Going back to our Chef workstation, all we need to do is put the cookbooks folder inside a tarball, transfer that tarball along with the runlist.json to the remote node we provisioned above and run the chef-solo command:

(The below command is to be run inside the node or the 'chef client' and not the Chef Workstation)

$ chef-solo --recipe-url $(pwd)/chef-solo.tar.gz -j $(pwd)/runlist.json --chef-license=accept

Or here's a one-liner (To be run from ./my-chef-project/ CWD on Chef Workstation):

tar zvcf chef-solo.tar.gz ./cookbooks &&\
scp chef-solo.tar.gz runlist.json root@example.com:~/ &&\
ssh root@example.com 'chef-solo --recipe-url $(pwd)/chef-solo.tar.gz -j $(pwd)/runlist.json --chef-license=accept'

That's it!
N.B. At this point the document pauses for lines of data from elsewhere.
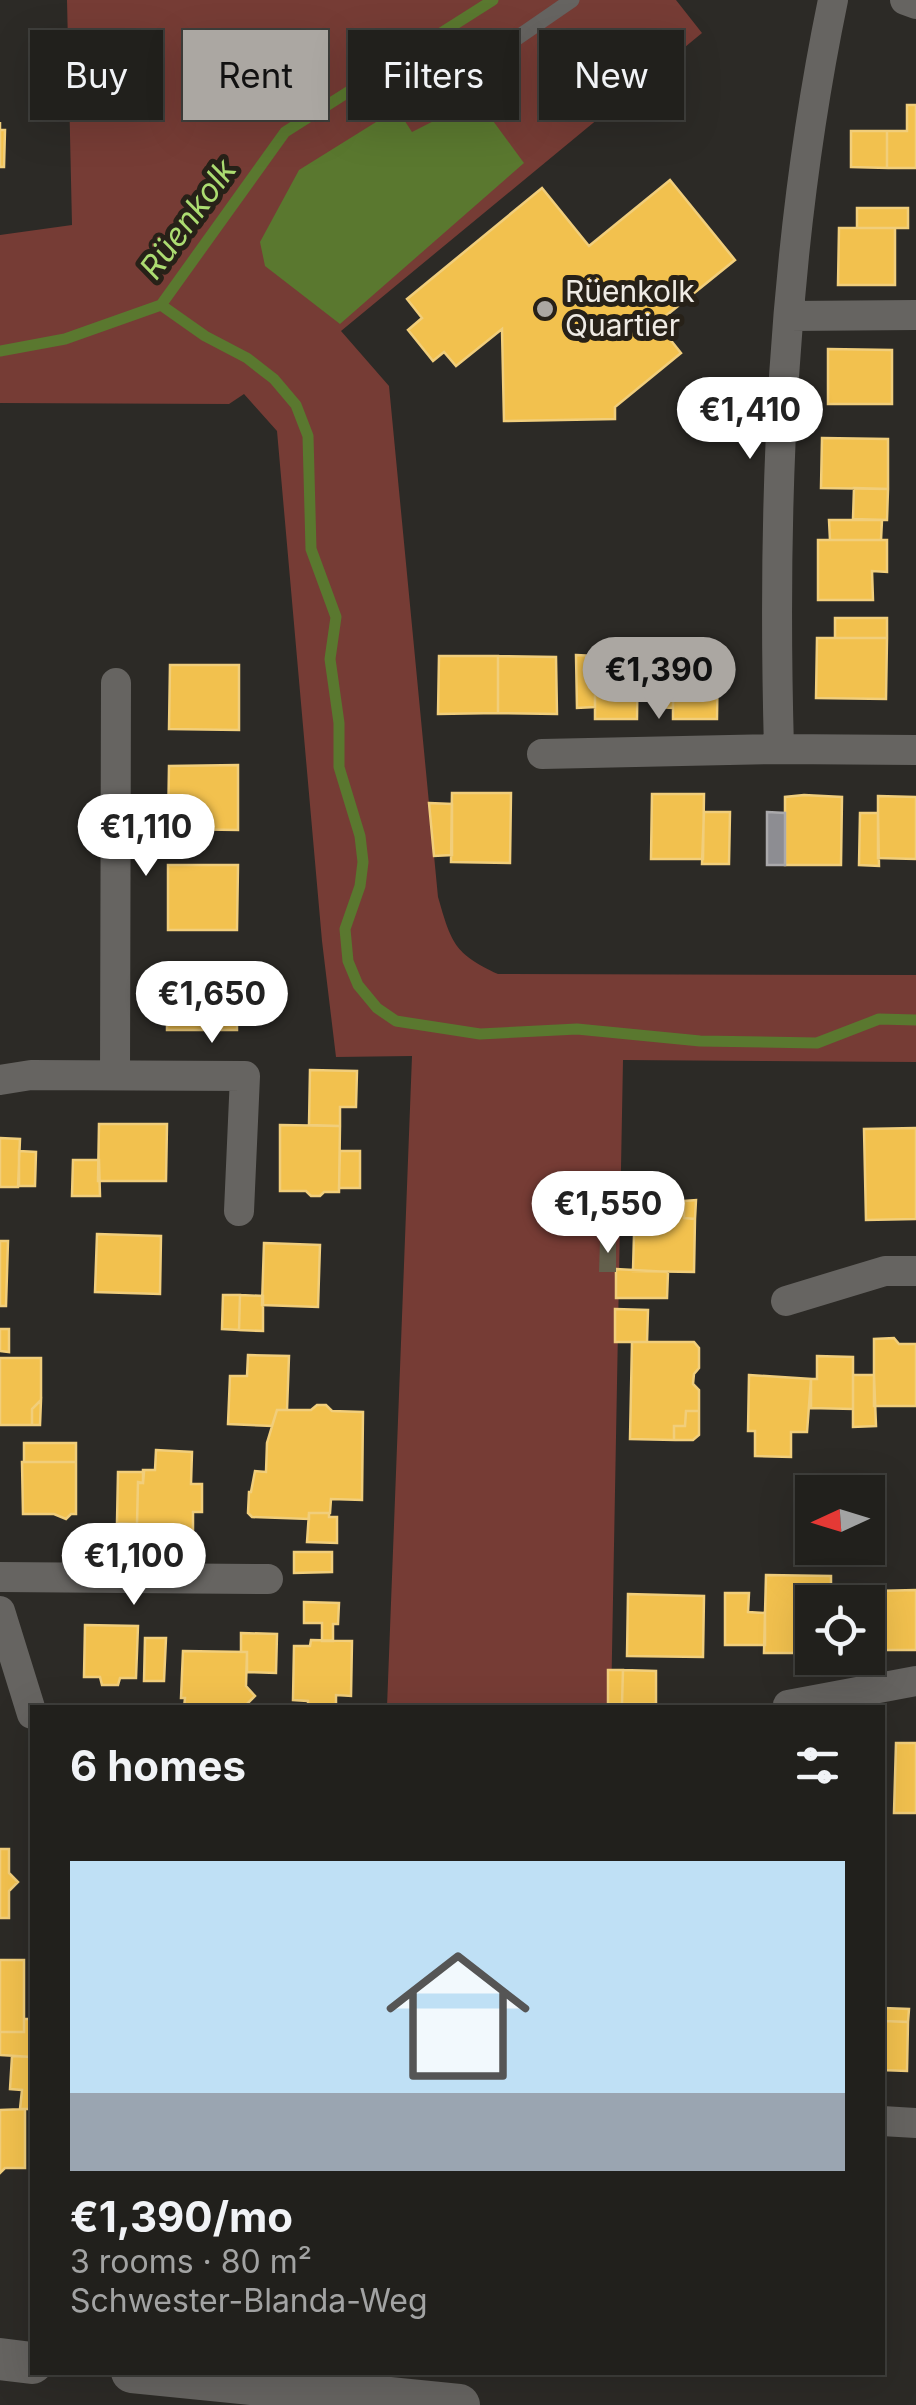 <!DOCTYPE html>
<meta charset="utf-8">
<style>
body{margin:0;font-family:Inter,sans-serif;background:#2d2d29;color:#f1f3f6;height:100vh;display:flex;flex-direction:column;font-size:38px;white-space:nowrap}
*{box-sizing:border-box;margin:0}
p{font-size:32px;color:#a2a3a3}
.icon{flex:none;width:55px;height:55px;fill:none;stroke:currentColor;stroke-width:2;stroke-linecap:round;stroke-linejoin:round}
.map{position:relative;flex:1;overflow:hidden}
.sheet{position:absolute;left:30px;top:1705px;width:855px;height:670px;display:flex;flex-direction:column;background:#21201c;border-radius:0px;box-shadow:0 10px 40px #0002,0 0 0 2px #3e3e3b}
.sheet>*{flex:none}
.top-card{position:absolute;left:30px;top:30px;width:858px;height:90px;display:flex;gap:20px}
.needle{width:65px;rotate:266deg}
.tools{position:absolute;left:795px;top:1475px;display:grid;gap:20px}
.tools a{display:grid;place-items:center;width:90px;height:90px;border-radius:0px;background:#21201c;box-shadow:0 10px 40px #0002,0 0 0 2px #3e3e3b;font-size:50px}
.price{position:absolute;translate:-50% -85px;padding:0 22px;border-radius:35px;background:#fff;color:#222;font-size:32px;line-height:65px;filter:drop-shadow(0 2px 5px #0008)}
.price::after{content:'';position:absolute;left:50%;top:60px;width:30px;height:22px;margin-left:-15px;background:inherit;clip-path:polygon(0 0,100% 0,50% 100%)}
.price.on{background:#aba7a2;color:#111}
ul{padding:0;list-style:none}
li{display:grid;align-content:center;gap:20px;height:530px;padding:0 40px}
li span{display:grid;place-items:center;height:310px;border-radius:0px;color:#555}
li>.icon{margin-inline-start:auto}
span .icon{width:180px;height:180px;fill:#fffc;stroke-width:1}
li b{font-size:42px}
h2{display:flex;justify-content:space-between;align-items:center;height:120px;padding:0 40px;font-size:42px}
.pill{padding:0 35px;border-radius:0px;background:#21201c;box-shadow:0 10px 40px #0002,0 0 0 2px #3e3e3b;font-size:35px;line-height:90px}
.pill.on{background:#aba7a2;color:#111}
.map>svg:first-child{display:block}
.green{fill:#763c35}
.water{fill:#5a782f}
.homes{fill:#f2c14e;stroke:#f1ce7b;stroke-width:2.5}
.industry{fill:#8d8d92;stroke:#aaa9ab;stroke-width:2.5}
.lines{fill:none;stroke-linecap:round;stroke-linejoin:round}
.stream{stroke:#5a782f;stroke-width:11}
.building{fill:#63604c}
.lane{stroke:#666461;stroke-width:15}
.street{stroke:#666461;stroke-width:30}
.secondary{stroke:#666461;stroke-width:42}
.poi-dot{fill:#aba7a2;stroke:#272118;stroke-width:4}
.labels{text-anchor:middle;stroke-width:10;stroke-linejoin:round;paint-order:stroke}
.poi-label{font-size:30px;fill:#efebe5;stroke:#272118;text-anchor:start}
.water-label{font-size:32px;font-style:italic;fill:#acdc71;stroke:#272118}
</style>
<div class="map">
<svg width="916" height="2405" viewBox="0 0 916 2405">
<rect width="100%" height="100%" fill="#2c2a26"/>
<path class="green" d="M67 0H676L702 33 341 331 389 386 438 897C451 942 454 954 498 974L916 975V1062L623 1060 611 1707H387L412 1056 336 1057 322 941 277 431 244 394 229 404 0 403V235L72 225Z"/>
<path class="water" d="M477 99 524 163 340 324 265 266 260 242 299 170 397 109 412 132Z"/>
<path class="homes" d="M907 105H916V168H887V131H907Z
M0 122V130H5L4 167H0Z
M851 131H887V168L851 167Z
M670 180 735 260 657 323 681 353 615 407V419L504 421 502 329 456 366 444 352 433 361 408 330 422 318 407 299 542 188 589 246Z
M857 208H908V228H857Z
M839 228H895V285H838Z
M828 349 892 350V404H828Z
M822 438 888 439V489L821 488Z
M854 488 888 489 887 520 853 519Z
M829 520H882L881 540H830Z
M818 540H887V572L872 571 873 600H818Z
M835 618H887V638H835Z
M817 638H887L886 699 816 698Z
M595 649 638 650 637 719H595Z
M673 650H718L717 719H673Z
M576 655 595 656V707L577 708Z
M439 656H498V713L438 714Z
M498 656 556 657 557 714 498 713Z
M655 656H673V708L655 707Z
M170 665H239V730L169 729Z
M238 765V830L168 829 169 766Z
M452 793H511L510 863 451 862Z
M652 794H704L703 859H651Z
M804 795 842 797 841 865H785V797Z
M878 796 916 797V859L878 858Z
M429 803 452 804V855L434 856Z
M704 812H730L729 864H702Z
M860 813H878L879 866 859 865Z
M168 865H238L237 930H168Z
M167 965H237V1030H167Z
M310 1070 357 1071 356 1107H340V1126L309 1125Z
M99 1124H167L166 1181H98Z
M280 1125 340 1126 339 1192H324L320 1196H311L306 1191H280Z
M916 1128V1219L866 1220 864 1129Z
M0 1138 20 1139 18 1187H0Z
M19 1151 36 1152 35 1186H19Z
M340 1151H360V1188H339Z
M73 1160H99L100 1196H72Z
M665 1193 676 1194 684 1201V1218L695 1219 694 1272 633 1271 635 1199 658 1200Z
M696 1200 695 1219 684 1218V1201Z
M97 1234 161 1236 160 1294 95 1292Z
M0 1241H8L6 1306H0Z
M264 1243 320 1245 318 1307 262 1305Z
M616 1269 668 1272 667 1298H616Z
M223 1295H240L239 1330 222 1329Z
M240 1295 263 1296V1331L239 1330Z
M615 1309 648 1310 647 1342H615Z
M0 1329H9V1352L0 1351Z
M894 1338 899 1344H916V1406H874V1339Z
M632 1342H694L699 1348V1368L694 1374 693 1384 699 1390V1411H686L685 1426H674V1440L630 1439Z
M248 1355 289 1356 287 1410H277L272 1426 228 1424 230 1376H247Z
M817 1356 853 1357V1409L811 1408V1379H817Z
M0 1358H41V1400L32 1409V1425H0Z
M749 1375 811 1379 807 1432H791V1457L755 1456V1431H748Z
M853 1375H874L876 1426 853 1427Z
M41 1400 40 1425H32V1409Z
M317 1405H326L332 1411 363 1412 362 1500 331 1499 330 1513H309V1519L252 1517 248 1513 249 1492H251L255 1471 266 1472 267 1443 277 1410H311Z
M686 1411H699V1435L693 1440H674V1426H685Z
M24 1443H76V1462H24Z
M156 1450 192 1452 191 1484H202V1512H193V1537L144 1536 145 1526 137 1525 138 1483H143V1470H155Z
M22 1462H76V1514H71L66 1519 54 1514H23Z
M118 1472H144L143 1483 138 1482 137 1524 117 1523Z
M309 1513H329V1517H337V1543L307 1542Z
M294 1552H332V1572L294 1573Z
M766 1575 831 1576V1602H812V1653H764Z
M916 1590V1650H876L875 1591Z
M725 1593H749L748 1612 765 1613V1645H725Z
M628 1594 704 1596 703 1657 627 1656Z
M304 1602 339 1603 338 1624H333V1641H322V1623H304Z
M85 1625 138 1626 136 1678H120L118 1685H102L100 1677H84Z
M241 1633 277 1634 276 1673 247 1672V1652H241Z
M145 1638H166L164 1681H144Z
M311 1640 352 1641 351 1696 336 1695V1708H308V1701L293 1700 294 1646H310Z
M183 1651 247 1652 246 1686 255 1696 246 1705 184 1708 185 1698H181Z
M608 1670H623L622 1704H608Z
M623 1670 656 1671V1704H622Z
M896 1743H916V1813H894Z
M0 1849H9V1873L18 1882 9 1891V1918H0Z
M0 1960H24V2032H0Z
M882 2008 884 2021 908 2022 907 2071 882 2070Z
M883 2008 909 2009 908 2022 884 2021Z
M24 2019H32V2057L0 2055V2032H24Z
M12 2056 32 2057V2109H20L22 2090 10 2089Z
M25 2109V2168H5L0 2173V2110Z"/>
<path class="industry" d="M767 812 785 813V865H767Z"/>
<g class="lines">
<path class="stream" d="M161 305 205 336 247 358 274 379 296 405 308 436 311 549 336 617 330 659 339 723V767L360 836 363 862 360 886 345 929 348 961 358 985 377 1008 396 1021 480 1034 577 1029 700 1041 817 1043 879 1019 916 1020
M0 351 65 339 161 305 285 132 493 0"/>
</g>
<path class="building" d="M600 1239H616V1272H599Z"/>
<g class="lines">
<path class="lane" d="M411 111 572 0"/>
<path class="street" d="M833 0C782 246 772 499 779 749L916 750
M905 0 916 4
M789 316 916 315
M542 754 779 749
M115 1075 116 683
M0 1080 31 1075 245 1076 239 1211
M786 1301 885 1271H916
M0 1577 268 1579
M0 1611 32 1714
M788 1705 916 1681
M882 2121 916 2123"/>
<path class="secondary" d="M0 2359 32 2363
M132 2372 459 2405"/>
</g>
<circle class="poi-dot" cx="545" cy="309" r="10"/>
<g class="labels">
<g class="poi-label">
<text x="565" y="302">Rüenkolk<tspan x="565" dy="34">Quartier</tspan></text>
</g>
<g class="water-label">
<text transform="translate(188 219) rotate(-54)" y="11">Rüenkolk</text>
</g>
</g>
</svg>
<div class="tools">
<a><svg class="needle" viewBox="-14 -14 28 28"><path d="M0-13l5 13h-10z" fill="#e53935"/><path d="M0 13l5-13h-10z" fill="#a2a3a3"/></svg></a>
<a><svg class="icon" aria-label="locate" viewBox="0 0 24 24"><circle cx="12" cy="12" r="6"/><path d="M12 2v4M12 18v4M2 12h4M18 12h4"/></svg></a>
</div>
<b class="price" style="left:750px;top:462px">€1,410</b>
<b class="price on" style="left:659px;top:722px">€1,390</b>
<b class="price" style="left:146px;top:879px">€1,110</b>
<b class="price" style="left:212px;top:1046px">€1,650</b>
<b class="price" style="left:608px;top:1256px">€1,550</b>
<b class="price" style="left:134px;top:1608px">€1,100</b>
<div class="top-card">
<a class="pill">Buy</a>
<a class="pill on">Rent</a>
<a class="pill">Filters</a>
<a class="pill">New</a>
</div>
<section class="sheet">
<h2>6 homes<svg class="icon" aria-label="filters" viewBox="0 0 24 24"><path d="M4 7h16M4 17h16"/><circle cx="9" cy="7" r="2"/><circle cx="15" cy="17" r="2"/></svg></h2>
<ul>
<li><span style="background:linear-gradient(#bfe0f5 75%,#9aa5b1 0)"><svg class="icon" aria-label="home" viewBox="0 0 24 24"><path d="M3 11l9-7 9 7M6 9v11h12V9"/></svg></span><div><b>€1,390/mo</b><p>3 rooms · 80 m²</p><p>Schwester-Blanda-Weg</p></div></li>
</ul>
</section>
</div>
Watch the standard output fill up with Chef activity trying to converge your node to what you've specified in the cookbooks. Chef-solo will install all the gems required for all the cookbooks. If the chef-solo command is successful, we will have a working Django application running behind nginx on the Ubuntu box. Navigate to the domain/IP to test it.

Note: Remember that in django you may need to set this domain/ip in the ALLOWED_HOSTS list in settings.py.

Responding to changes

Whenever we make a change in the content of our project directory (recipes, templates or the application source code etc), simply run the above one-liner from the project directory.

Tip: If the cookbook is version controlled with git (as it should), one good recommendation is to set git hooks to run this one-liner.

Hosting the tarball (optional)

If you look closely at the last chef-solo command, notice that the --recipe-url is meant to take a URL. This means that you can have a workflow where a CI will build your chef-solo tarball, upload it someplace and configure your node to pull from it periodically.

Tip: Use curl to pull the changed tarball periodically as a cronjob. curl -z $file will honor If-Modified-Since headers and will only download the tar ball if the remote file has been changed since the timestamp on the existing local $file.